═══ DATA EXCERPTS ═══

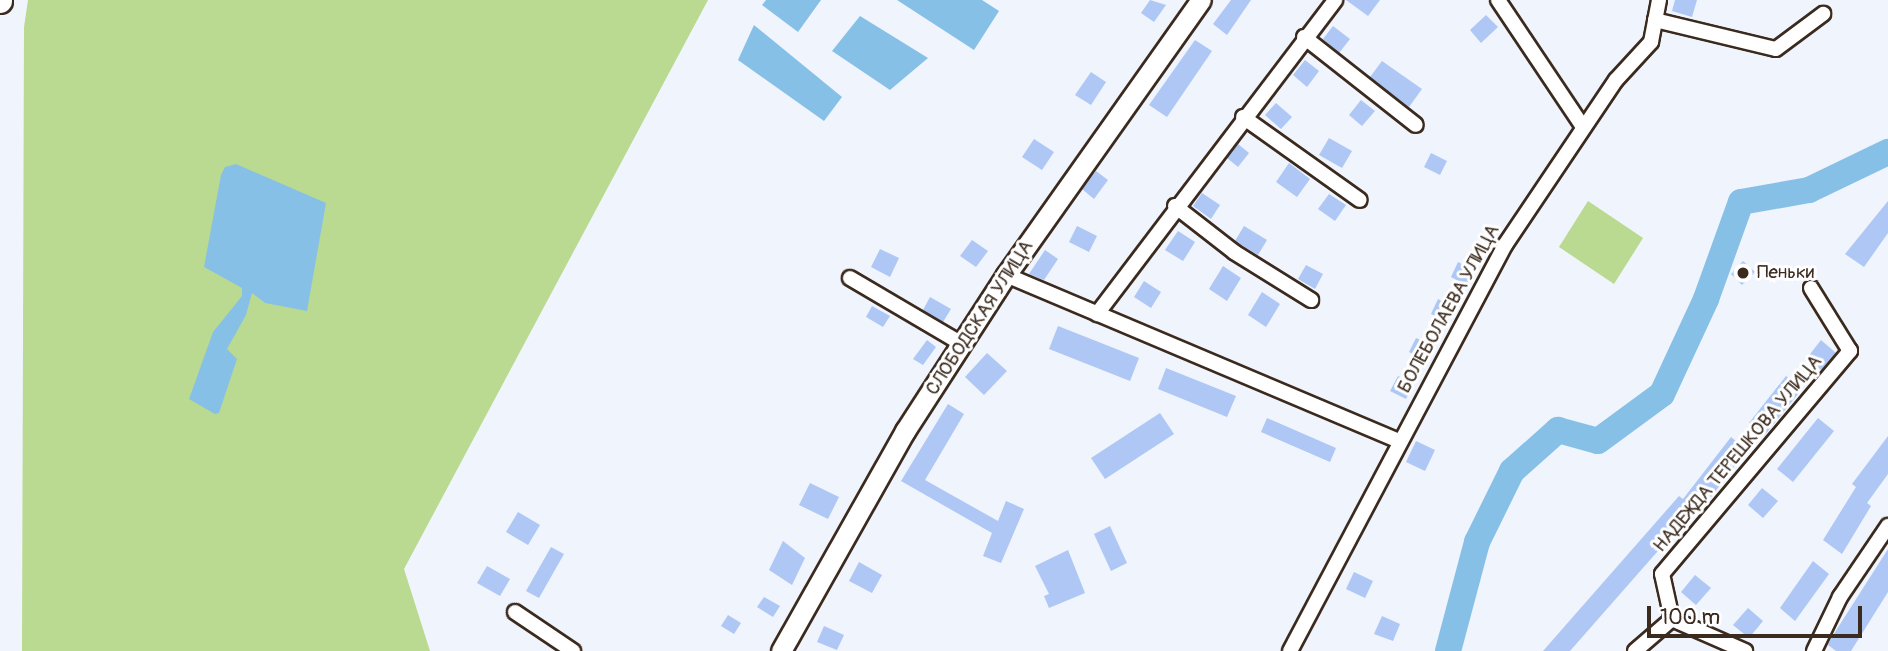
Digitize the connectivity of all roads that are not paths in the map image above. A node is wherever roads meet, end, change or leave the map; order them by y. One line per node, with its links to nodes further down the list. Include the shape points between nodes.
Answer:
1 (1201, 0): 13 (street, СЛОБОДСКАЯ УЛИЦА)
2 (1335, 0): 7 (street)
3 (1498, 0): 10 (street)
4 (1659, 0): 6 (street, БОЛЕБОЛАЕВА УЛИЦА)
5 (1823, 14): 6 (street, via 1776,49)
6 (1655, 20): 10 (street, БОЛЕБОЛАЕВА УЛИЦА, via 1651,41)
7 (1304, 37): 8 (street); 9 (street)
8 (1243, 117): 11 (street); 12 (street)
9 (1416, 125)
10 (1583, 127): 19 (street, БОЛЕБОЛАЕВА УЛИЦА, via 1505,245)
11 (1360, 200)
12 (1175, 206): 16 (street, via 1234,253); 17 (street)
13 (1006, 275): 17 (street); 18 (street, СЛОБОДСКАЯ УЛИЦА)
14 (850, 278): 18 (street)
15 (1811, 288): 22 (street, НАДЕЖДА ТЕРЕШКОВА УЛИЦА, via 1850,351 1662,574)
16 (1311, 300)
17 (1097, 314): 19 (street)
18 (961, 344): 24 (street, СЛОБОДСКАЯ УЛИЦА, via 905,431)
19 (1399, 441): 25 (street, БОЛЕБОЛАЕВА УЛИЦА)
20 (1888, 526): 28 (street, via 1840,597)
21 (515, 612): 23 (street)
22 (1672, 619): 26 (street); 27 (street)
23 (573, 651)
24 (781, 651)
25 (1290, 651)
26 (1635, 651)
27 (1745, 651)
28 (1814, 651)

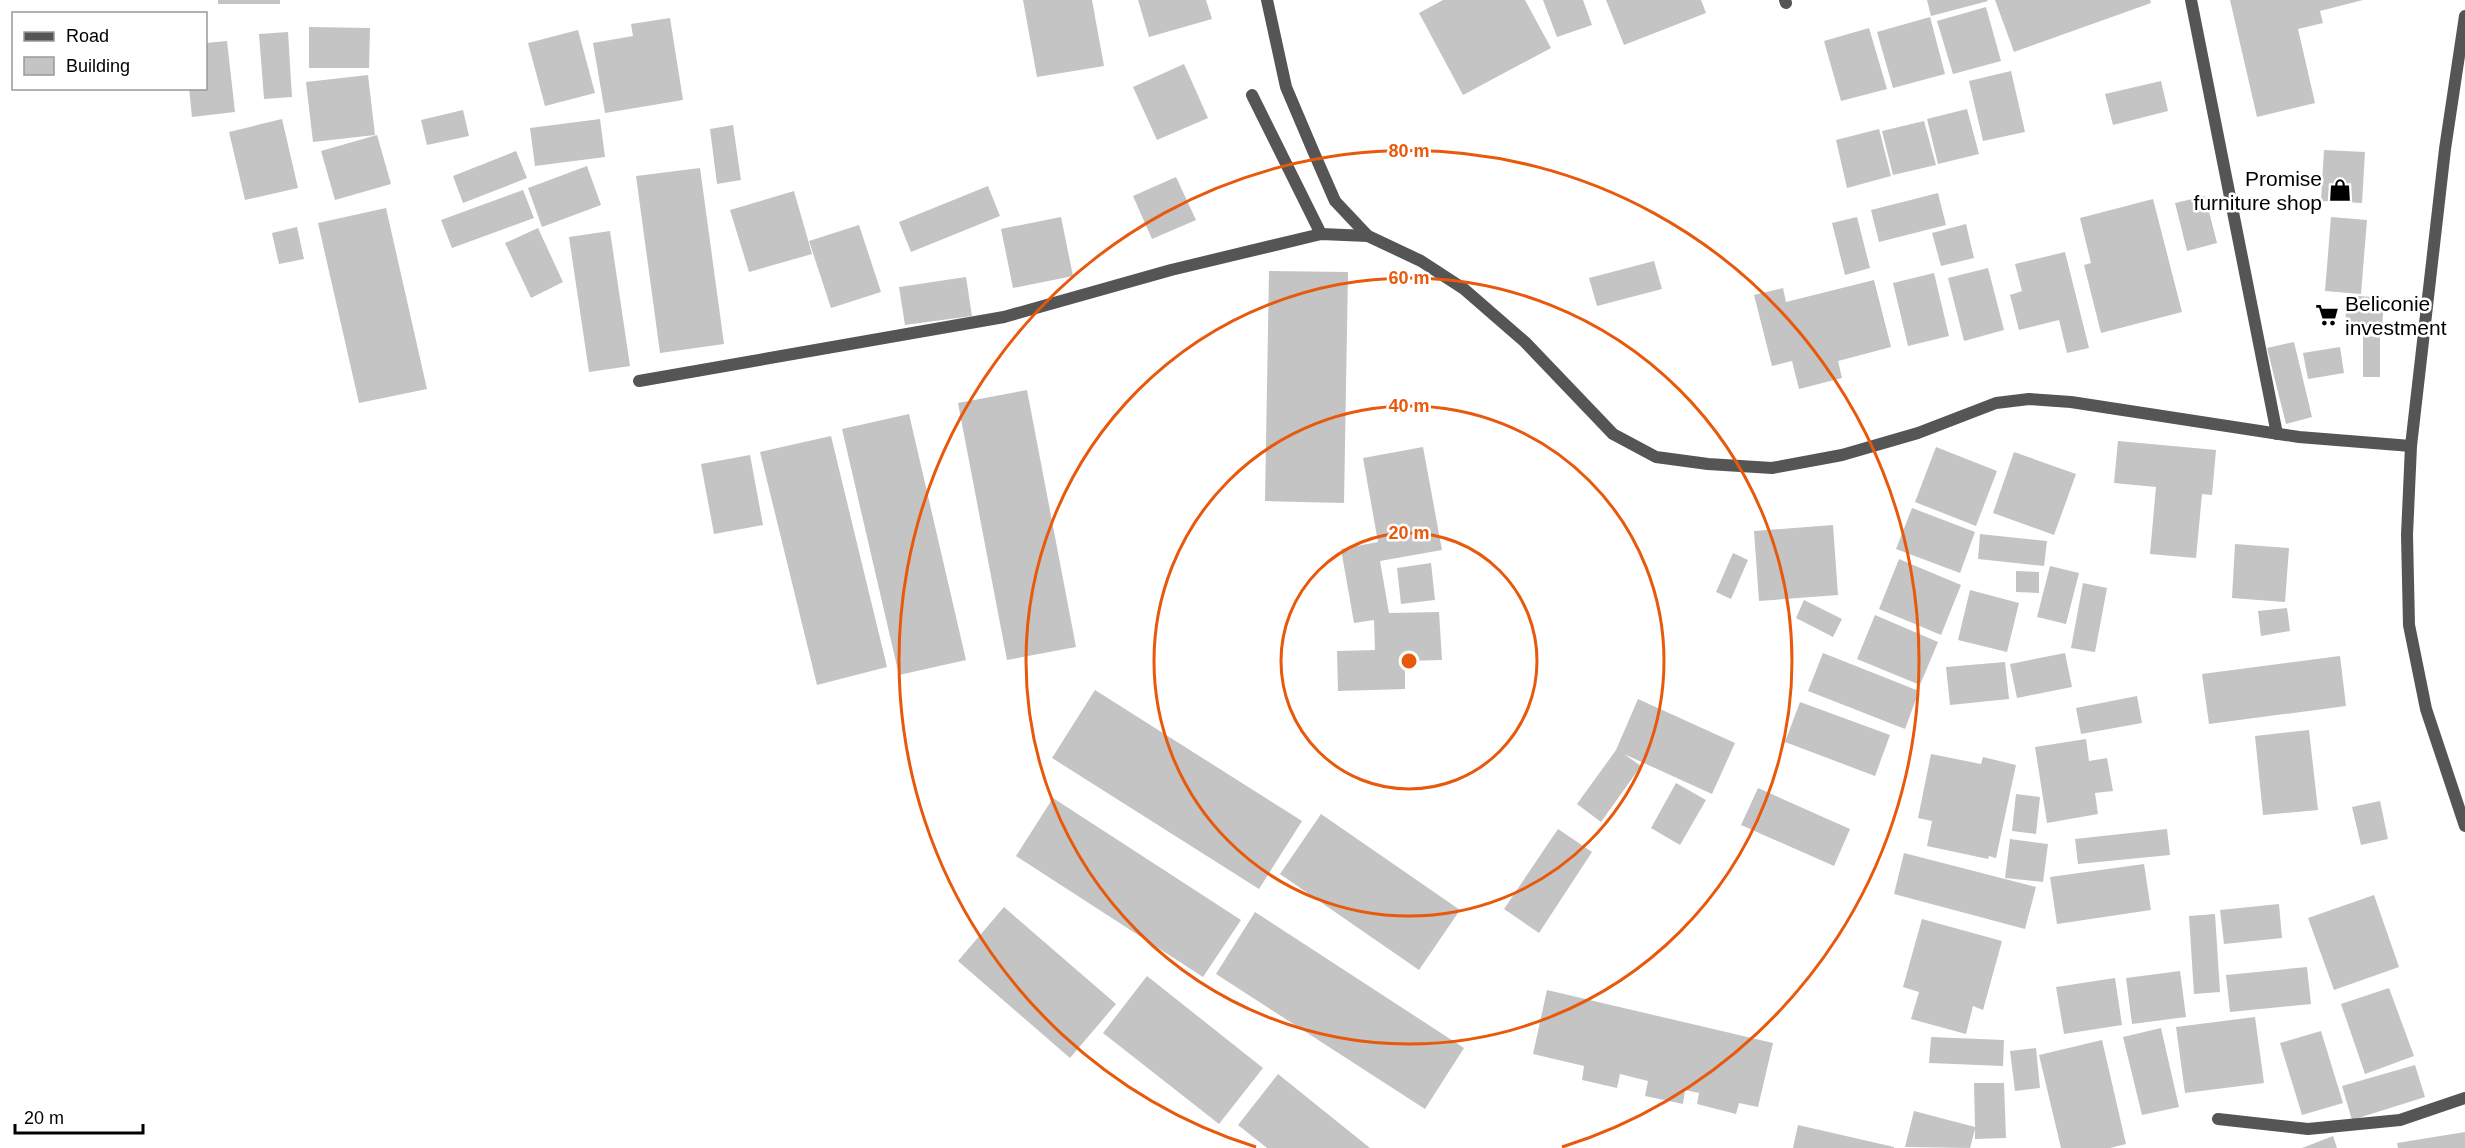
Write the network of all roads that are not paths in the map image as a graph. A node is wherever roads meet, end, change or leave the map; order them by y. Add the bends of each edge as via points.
1 (1267, 0) edge
2 (2191, 0) edge
3 (2465, 16) edge
4 (1252, 95) dead end
5 (1321, 234) junction
6 (1368, 236) junction
7 (639, 381) dead end
8 (2277, 434) junction
9 (2411, 446) junction
10 (2465, 826) edge
11 (2465, 1098) edge
12 (2218, 1119) dead end

1 - 6 street via 1286,87 1304,131 1335,201
2 - 8 street
3 - 9 street via 2445,149
4 - 5 street
5 - 6 street
5 - 7 street via 1171,270 1004,317
6 - 8 street via 1421,261 1464,289 1525,342 1613,434 1656,457 1772,468 1842,455 1918,433 1996,403 2029,399
8 - 9 street
9 - 10 street via 2407,535 2409,625 2426,709
11 - 12 street via 2400,1120 2308,1129

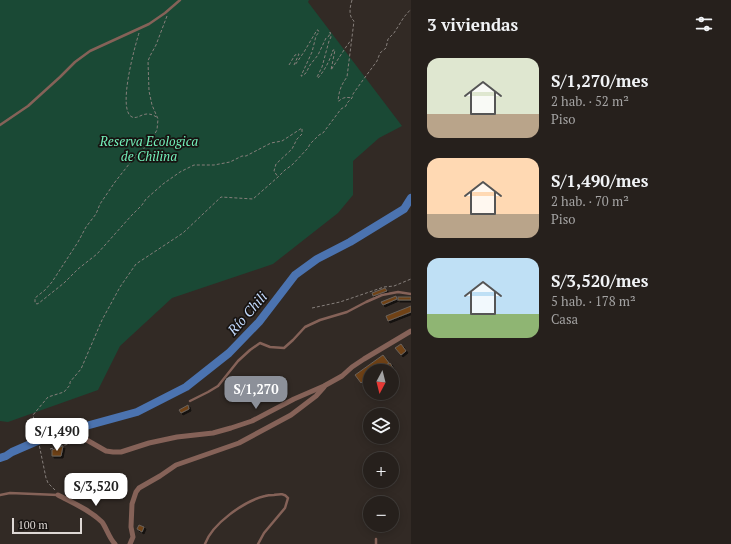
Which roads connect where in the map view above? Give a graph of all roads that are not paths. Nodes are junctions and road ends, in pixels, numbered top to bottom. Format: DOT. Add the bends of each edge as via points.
graph roads {
  1 [pos="180,0"];
  2 [pos="0,125"];
  3 [pos="411,294"];
  4 [pos="411,331"];
  5 [pos="324,386"];
  6 [pos="190,401"];
  7 [pos="85,439"];
  8 [pos="0,495"];
  9 [pos="58,495"];
  10 [pos="376,538"];
  11 [pos="113,543"];
  12 [pos="130,544"];
  13 [pos="205,544"];
  14 [pos="258,544"];
  15 [pos="376,544"];
  1 -- 2 [label="lane" via="157,19 90,51 28,106"];
  3 -- 6 [label="lane" via="398,292 382,295 347,312 305,326 284,348 260,343 238,362 218,386"];
  4 -- 5 [label="street"];
  5 -- 7 [label="street" via="252,421 213,433 177,437 121,452 106,451"];
  5 -- 12 [label="street" via="316,396 291,415 239,443 176,465 139,488 132,504 133,537"];
  8 -- 9 [label="lane"];
  9 -- 11 [label="street" via="103,523"];
  10 -- 15 [label="lane"];
  13 -- 14 [label="lane" via="218,525 246,503 264,496 286,495 288,498 285,508"];
}
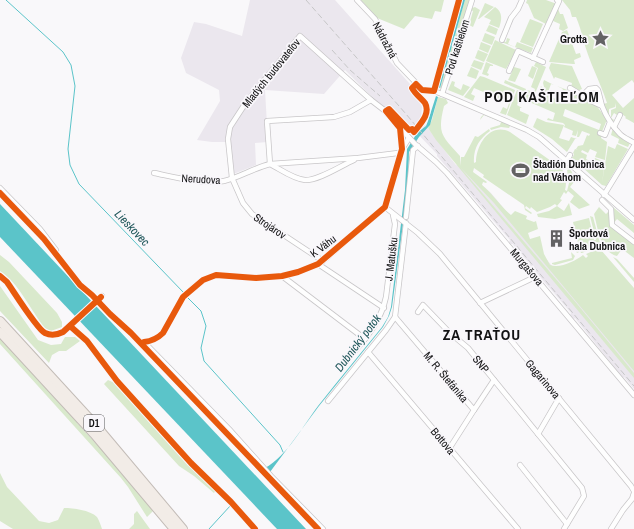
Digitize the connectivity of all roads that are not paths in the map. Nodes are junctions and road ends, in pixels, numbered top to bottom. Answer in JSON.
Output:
{"nodes":[{"id":1,"x":357,"y":0,"type":"edge"},
{"id":2,"x":459,"y":0,"type":"edge"},
{"id":3,"x":472,"y":0,"type":"edge"},
{"id":4,"x":522,"y":0,"type":"edge"},
{"id":5,"x":557,"y":0,"type":"edge"},
{"id":6,"x":502,"y":40,"type":"dead end"},
{"id":7,"x":533,"y":58,"type":"junction"},
{"id":8,"x":543,"y":62,"type":"dead end"},
{"id":9,"x":509,"y":71,"type":"dead end"},
{"id":10,"x":570,"y":88,"type":"dead end"},
{"id":11,"x":438,"y":92,"type":"junction"},
{"id":12,"x":585,"y":93,"type":"dead end"},
{"id":13,"x":371,"y":100,"type":"junction"},
{"id":14,"x":602,"y":106,"type":"junction"},
{"id":15,"x":620,"y":115,"type":"dead end"},
{"id":16,"x":610,"y":122,"type":"junction"},
{"id":17,"x":614,"y":127,"type":"junction"},
{"id":18,"x":400,"y":128,"type":"junction"},
{"id":19,"x":600,"y":134,"type":"dead end"},
{"id":20,"x":413,"y":142,"type":"junction"},
{"id":21,"x":634,"y":145,"type":"edge"},
{"id":22,"x":402,"y":151,"type":"junction"},
{"id":23,"x":570,"y":155,"type":"dead end"},
{"id":24,"x":358,"y":158,"type":"junction"},
{"id":25,"x":567,"y":160,"type":"junction"},
{"id":26,"x":270,"y":164,"type":"junction"},
{"id":27,"x":154,"y":173,"type":"dead end"},
{"id":28,"x":232,"y":178,"type":"junction"},
{"id":29,"x":0,"y":188,"type":"edge"},
{"id":30,"x":603,"y":197,"type":"junction"},
{"id":31,"x":385,"y":207,"type":"junction"},
{"id":32,"x":393,"y":212,"type":"junction"},
{"id":33,"x":406,"y":217,"type":"dead end"},
{"id":34,"x":634,"y":220,"type":"edge"},
{"id":35,"x":405,"y":223,"type":"junction"},
{"id":36,"x":634,"y":242,"type":"edge"},
{"id":37,"x":56,"y":250,"type":"dead end"},
{"id":38,"x":323,"y":261,"type":"junction"},
{"id":39,"x":318,"y":264,"type":"junction"},
{"id":40,"x":0,"y":276,"type":"edge"},
{"id":41,"x":282,"y":276,"type":"junction"},
{"id":42,"x":535,"y":277,"type":"junction"},
{"id":43,"x":102,"y":296,"type":"dead end"},
{"id":44,"x":480,"y":303,"type":"junction"},
{"id":45,"x":384,"y":308,"type":"junction"},
{"id":46,"x":418,"y":312,"type":"dead end"},
{"id":47,"x":395,"y":317,"type":"junction"},
{"id":48,"x":0,"y":321,"type":"edge"},
{"id":49,"x":70,"y":326,"type":"junction"},
{"id":50,"x":0,"y":332,"type":"edge"},
{"id":51,"x":365,"y":339,"type":"junction"},
{"id":52,"x":156,"y":340,"type":"junction"},
{"id":53,"x":153,"y":350,"type":"junction"},
{"id":54,"x":354,"y":352,"type":"dead end"},
{"id":55,"x":368,"y":352,"type":"junction"},
{"id":56,"x":494,"y":380,"type":"junction"},
{"id":57,"x":634,"y":395,"type":"edge"},
{"id":58,"x":559,"y":398,"type":"junction"},
{"id":59,"x":328,"y":401,"type":"dead end"},
{"id":60,"x":474,"y":410,"type":"junction"},
{"id":61,"x":538,"y":434,"type":"junction"},
{"id":62,"x":450,"y":449,"type":"junction"},
{"id":63,"x":520,"y":465,"type":"dead end"},
{"id":64,"x":633,"y":487,"type":"edge"},
{"id":65,"x":634,"y":492,"type":"edge"},
{"id":66,"x":633,"y":500,"type":"edge"},
{"id":67,"x":567,"y":524,"type":"junction"},
{"id":68,"x":174,"y":529,"type":"edge"},
{"id":69,"x":183,"y":529,"type":"edge"},
{"id":70,"x":255,"y":529,"type":"edge"},
{"id":71,"x":323,"y":529,"type":"edge"},
{"id":72,"x":518,"y":529,"type":"edge"},
{"id":73,"x":564,"y":529,"type":"edge"},
{"id":74,"x":611,"y":529,"type":"edge"}],
"edges":[{"from":1,"to":11,"type":"street","name":"Nádražná"},
{"from":2,"to":11,"type":"street"},
{"from":3,"to":11,"type":"street","name":"Pod kaštieľom"},
{"from":4,"to":6,"type":"street"},
{"from":5,"to":7,"type":"street"},
{"from":7,"to":8,"type":"street"},
{"from":7,"to":9,"type":"street"},
{"from":10,"to":14,"type":"street"},
{"from":11,"to":25,"type":"street"},
{"from":12,"to":14,"type":"street"},
{"from":13,"to":18,"type":"street","name":"Mladých budovateľov"},
{"from":13,"to":26,"type":"street"},
{"from":13,"to":28,"type":"street","name":"Mladých budovateľov"},
{"from":14,"to":16,"type":"street"},
{"from":15,"to":17,"type":"street"},
{"from":16,"to":17,"type":"street"},
{"from":16,"to":19,"type":"street"},
{"from":17,"to":21,"type":"street"},
{"from":18,"to":20,"type":"street","name":"Mladých budovateľov"},
{"from":18,"to":22,"type":"street"},
{"from":20,"to":22,"type":"street"},
{"from":20,"to":33,"type":"street"},
{"from":20,"to":42,"type":"street","name":"Murgašova"},
{"from":21,"to":30,"type":"street"},
{"from":22,"to":24,"type":"street","name":"Nerudova"},
{"from":22,"to":31,"type":"street"},
{"from":23,"to":25,"type":"street"},
{"from":24,"to":26,"type":"street","name":"Nerudova"},
{"from":24,"to":26,"type":"street","name":"Nerudova"},
{"from":25,"to":30,"type":"street"},
{"from":26,"to":28,"type":"street","name":"Nerudova"},
{"from":27,"to":28,"type":"street","name":"Nerudova"},
{"from":28,"to":38,"type":"street","name":"Strojárov"},
{"from":29,"to":37,"type":"street"},
{"from":30,"to":34,"type":"street"},
{"from":30,"to":36,"type":"street"},
{"from":31,"to":32,"type":"street","name":"Gagarinova"},
{"from":31,"to":38,"type":"street","name":"K Váhu"},
{"from":32,"to":35,"type":"street","name":"Gagarinova"},
{"from":32,"to":45,"type":"street","name":"J. Matušku"},
{"from":35,"to":44,"type":"street","name":"Gagarinova"},
{"from":35,"to":47,"type":"street"},
{"from":38,"to":39,"type":"street","name":"K Váhu"},
{"from":39,"to":41,"type":"street","name":"K Váhu"},
{"from":39,"to":45,"type":"street"},
{"from":40,"to":49,"type":"street"},
{"from":41,"to":51,"type":"street"},
{"from":41,"to":52,"type":"street","name":"K Váhu"},
{"from":42,"to":44,"type":"street"},
{"from":42,"to":57,"type":"street","name":"Murgašova"},
{"from":43,"to":49,"type":"street"},
{"from":44,"to":58,"type":"street","name":"Gagarinova"},
{"from":45,"to":51,"type":"street","name":"J. Matušku"},
{"from":46,"to":56,"type":"street","name":"SNP"},
{"from":47,"to":55,"type":"street"},
{"from":47,"to":60,"type":"street","name":"M. R. Štefánika"},
{"from":48,"to":69,"type":"highway","number":"D1"},
{"from":49,"to":70,"type":"street"},
{"from":50,"to":68,"type":"highway","number":"D1"},
{"from":51,"to":54,"type":"street","name":"J. Matušku"},
{"from":52,"to":53,"type":"street"},
{"from":52,"to":53,"type":"street"},
{"from":53,"to":71,"type":"street"},
{"from":55,"to":59,"type":"street"},
{"from":55,"to":62,"type":"street","name":"Bottova"},
{"from":56,"to":60,"type":"street","name":"M. R. Štefánika"},
{"from":56,"to":61,"type":"street","name":"SNP"},
{"from":58,"to":61,"type":"street"},
{"from":58,"to":64,"type":"street","name":"Gagarinova"},
{"from":60,"to":62,"type":"street"},
{"from":61,"to":67,"type":"street","name":"SNP"},
{"from":62,"to":72,"type":"street","name":"Bottova"},
{"from":63,"to":67,"type":"street"},
{"from":64,"to":65,"type":"street","name":"Gagarinova"},
{"from":65,"to":66,"type":"street"},
{"from":66,"to":74,"type":"street"},
{"from":67,"to":73,"type":"street","name":"SNP"}]}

═══

-- GOAL OF THE EXERCISE --
Copy each line of the data that contains the word "lane", leaving the other lines out.

-- SOLUTION --
  1 -- 2 [label="lane" via="157,19 90,51 28,106"];
  3 -- 6 [label="lane" via="398,292 382,295 347,312 305,326 284,348 260,343 238,362 218,386"];
  8 -- 9 [label="lane"];
  10 -- 15 [label="lane"];
  13 -- 14 [label="lane" via="218,525 246,503 264,496 286,495 288,498 285,508"];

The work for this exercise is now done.